> Instructions to follow:
Locate the lines of the listing below that hold "Yokohama", then copy each of them.

***

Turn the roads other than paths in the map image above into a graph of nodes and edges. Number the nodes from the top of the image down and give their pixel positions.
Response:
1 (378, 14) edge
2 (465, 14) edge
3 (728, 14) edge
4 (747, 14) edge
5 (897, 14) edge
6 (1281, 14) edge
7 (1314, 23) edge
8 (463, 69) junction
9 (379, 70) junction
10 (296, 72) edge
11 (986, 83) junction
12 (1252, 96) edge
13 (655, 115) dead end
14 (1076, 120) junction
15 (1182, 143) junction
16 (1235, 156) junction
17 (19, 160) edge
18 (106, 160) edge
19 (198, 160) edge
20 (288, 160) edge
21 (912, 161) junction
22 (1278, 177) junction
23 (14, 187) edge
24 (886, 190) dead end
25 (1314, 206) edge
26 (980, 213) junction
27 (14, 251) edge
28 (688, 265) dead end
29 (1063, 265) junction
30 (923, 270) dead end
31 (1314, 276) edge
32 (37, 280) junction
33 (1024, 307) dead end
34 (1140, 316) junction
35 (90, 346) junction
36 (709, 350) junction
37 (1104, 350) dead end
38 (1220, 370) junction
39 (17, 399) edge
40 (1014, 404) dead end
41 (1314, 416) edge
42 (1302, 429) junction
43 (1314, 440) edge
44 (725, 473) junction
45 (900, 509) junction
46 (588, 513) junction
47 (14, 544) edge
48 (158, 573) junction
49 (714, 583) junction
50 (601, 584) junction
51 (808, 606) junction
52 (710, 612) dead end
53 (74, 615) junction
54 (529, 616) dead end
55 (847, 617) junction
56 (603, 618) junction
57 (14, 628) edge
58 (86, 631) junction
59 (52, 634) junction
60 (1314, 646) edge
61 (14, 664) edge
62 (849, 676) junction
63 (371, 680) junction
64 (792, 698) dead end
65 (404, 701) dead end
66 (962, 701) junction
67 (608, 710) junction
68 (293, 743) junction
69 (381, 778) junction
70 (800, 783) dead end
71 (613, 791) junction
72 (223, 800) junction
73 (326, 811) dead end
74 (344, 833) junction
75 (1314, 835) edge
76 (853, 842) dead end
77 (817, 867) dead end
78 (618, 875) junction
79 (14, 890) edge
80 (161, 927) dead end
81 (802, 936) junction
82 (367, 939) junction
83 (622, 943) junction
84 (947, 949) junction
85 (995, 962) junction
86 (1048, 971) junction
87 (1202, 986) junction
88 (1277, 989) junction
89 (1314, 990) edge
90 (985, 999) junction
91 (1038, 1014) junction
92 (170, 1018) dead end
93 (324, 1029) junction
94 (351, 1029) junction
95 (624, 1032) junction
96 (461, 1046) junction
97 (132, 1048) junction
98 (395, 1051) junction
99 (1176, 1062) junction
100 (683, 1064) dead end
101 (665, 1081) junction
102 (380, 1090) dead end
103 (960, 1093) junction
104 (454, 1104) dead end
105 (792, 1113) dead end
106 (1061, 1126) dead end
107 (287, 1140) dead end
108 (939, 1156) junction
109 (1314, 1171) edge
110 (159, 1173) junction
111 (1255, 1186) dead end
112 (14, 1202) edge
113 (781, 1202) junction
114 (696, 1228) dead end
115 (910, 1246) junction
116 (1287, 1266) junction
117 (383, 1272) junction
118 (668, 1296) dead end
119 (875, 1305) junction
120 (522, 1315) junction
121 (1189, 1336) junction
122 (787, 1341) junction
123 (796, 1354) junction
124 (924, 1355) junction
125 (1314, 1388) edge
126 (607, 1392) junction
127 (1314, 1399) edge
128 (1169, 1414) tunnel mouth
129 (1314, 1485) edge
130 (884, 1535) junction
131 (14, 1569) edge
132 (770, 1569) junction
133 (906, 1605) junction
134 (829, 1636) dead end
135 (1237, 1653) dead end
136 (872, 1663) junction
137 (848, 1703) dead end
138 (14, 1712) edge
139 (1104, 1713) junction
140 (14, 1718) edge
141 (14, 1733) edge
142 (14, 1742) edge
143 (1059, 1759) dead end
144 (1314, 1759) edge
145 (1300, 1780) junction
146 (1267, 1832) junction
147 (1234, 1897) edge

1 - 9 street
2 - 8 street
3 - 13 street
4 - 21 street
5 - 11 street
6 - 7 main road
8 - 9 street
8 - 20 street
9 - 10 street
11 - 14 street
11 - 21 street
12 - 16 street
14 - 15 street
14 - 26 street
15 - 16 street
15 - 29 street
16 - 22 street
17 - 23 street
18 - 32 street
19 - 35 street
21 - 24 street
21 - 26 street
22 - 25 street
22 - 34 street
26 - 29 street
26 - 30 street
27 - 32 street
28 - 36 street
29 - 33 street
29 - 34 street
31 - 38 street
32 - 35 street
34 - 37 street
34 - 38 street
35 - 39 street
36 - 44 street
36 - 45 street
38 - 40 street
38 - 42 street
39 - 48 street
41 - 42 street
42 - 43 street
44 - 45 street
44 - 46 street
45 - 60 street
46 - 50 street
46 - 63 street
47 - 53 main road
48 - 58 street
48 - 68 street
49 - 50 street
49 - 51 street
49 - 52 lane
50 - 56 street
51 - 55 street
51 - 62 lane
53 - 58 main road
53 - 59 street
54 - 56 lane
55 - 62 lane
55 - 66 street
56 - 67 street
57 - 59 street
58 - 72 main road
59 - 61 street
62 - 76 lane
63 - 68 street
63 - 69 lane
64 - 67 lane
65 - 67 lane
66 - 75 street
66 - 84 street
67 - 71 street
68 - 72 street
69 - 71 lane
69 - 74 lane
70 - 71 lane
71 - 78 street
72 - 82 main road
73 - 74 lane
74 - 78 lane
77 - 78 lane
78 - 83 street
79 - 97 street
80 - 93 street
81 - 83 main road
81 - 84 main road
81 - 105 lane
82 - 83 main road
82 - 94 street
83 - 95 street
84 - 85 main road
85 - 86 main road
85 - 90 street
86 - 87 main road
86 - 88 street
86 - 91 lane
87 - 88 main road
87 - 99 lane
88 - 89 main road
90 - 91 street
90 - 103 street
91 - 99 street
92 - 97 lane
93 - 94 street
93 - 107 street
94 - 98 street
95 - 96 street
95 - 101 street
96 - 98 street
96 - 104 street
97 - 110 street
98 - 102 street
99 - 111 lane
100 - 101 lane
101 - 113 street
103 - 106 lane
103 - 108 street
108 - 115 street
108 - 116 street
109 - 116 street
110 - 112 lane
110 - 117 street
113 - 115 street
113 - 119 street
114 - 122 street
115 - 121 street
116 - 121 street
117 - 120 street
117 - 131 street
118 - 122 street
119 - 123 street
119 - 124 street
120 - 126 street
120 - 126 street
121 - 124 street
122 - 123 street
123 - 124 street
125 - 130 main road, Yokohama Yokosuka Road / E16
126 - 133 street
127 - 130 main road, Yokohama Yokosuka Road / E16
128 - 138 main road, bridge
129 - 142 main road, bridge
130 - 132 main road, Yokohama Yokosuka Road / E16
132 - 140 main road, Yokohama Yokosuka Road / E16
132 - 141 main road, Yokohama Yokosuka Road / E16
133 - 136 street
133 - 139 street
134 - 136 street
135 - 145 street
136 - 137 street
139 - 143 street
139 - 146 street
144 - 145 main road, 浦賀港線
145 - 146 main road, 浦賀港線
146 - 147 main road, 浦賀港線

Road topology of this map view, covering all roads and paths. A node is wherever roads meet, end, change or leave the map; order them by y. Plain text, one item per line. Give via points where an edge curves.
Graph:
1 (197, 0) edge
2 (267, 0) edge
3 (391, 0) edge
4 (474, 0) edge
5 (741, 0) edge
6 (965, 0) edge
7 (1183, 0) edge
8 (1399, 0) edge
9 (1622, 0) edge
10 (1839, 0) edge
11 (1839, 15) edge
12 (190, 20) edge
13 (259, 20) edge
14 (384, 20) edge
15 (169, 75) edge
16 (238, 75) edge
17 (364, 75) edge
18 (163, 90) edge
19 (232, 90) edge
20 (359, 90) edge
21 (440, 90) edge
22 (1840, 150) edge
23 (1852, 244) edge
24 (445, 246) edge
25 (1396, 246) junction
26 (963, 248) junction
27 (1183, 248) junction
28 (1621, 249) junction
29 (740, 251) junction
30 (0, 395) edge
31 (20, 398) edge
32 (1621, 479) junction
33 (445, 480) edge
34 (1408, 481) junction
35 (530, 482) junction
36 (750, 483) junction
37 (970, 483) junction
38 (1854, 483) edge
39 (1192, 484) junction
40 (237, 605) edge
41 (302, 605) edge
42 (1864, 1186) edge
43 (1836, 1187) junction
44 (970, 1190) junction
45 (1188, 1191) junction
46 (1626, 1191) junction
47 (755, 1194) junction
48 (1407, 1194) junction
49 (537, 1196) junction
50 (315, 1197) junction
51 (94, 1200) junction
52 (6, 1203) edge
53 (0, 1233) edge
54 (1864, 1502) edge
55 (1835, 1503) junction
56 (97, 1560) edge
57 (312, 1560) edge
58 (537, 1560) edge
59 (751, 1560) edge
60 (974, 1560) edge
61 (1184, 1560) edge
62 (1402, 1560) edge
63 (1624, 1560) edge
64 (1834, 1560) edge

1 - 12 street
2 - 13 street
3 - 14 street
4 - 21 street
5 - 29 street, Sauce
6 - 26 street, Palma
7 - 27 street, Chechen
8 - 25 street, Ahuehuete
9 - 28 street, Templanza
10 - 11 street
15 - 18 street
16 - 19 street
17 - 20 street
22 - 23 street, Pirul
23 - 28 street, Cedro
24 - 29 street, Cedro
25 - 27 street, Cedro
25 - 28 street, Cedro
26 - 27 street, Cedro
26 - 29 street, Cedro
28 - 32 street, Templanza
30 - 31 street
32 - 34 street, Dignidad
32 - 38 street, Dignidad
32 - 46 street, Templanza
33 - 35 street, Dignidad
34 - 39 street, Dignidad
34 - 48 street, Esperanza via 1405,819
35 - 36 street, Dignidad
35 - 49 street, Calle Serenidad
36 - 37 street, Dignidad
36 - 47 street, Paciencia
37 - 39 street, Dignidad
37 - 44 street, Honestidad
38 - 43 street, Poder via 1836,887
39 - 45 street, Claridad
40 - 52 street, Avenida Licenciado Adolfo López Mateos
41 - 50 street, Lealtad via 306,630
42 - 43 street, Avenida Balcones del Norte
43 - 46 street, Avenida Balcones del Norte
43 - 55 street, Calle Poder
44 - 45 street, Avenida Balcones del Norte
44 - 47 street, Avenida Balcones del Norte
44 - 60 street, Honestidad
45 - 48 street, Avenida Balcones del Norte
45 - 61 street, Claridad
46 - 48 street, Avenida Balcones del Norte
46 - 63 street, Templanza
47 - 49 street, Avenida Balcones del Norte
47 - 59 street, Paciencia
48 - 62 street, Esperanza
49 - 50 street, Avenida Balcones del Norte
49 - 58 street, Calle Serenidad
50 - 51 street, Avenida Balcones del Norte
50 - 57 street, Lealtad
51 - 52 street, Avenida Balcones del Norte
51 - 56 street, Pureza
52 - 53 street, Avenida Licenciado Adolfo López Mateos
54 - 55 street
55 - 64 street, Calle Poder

***

> Response:
125 - 130 main road, Yokohama Yokosuka Road / E16
127 - 130 main road, Yokohama Yokosuka Road / E16
130 - 132 main road, Yokohama Yokosuka Road / E16
132 - 140 main road, Yokohama Yokosuka Road / E16
132 - 141 main road, Yokohama Yokosuka Road / E16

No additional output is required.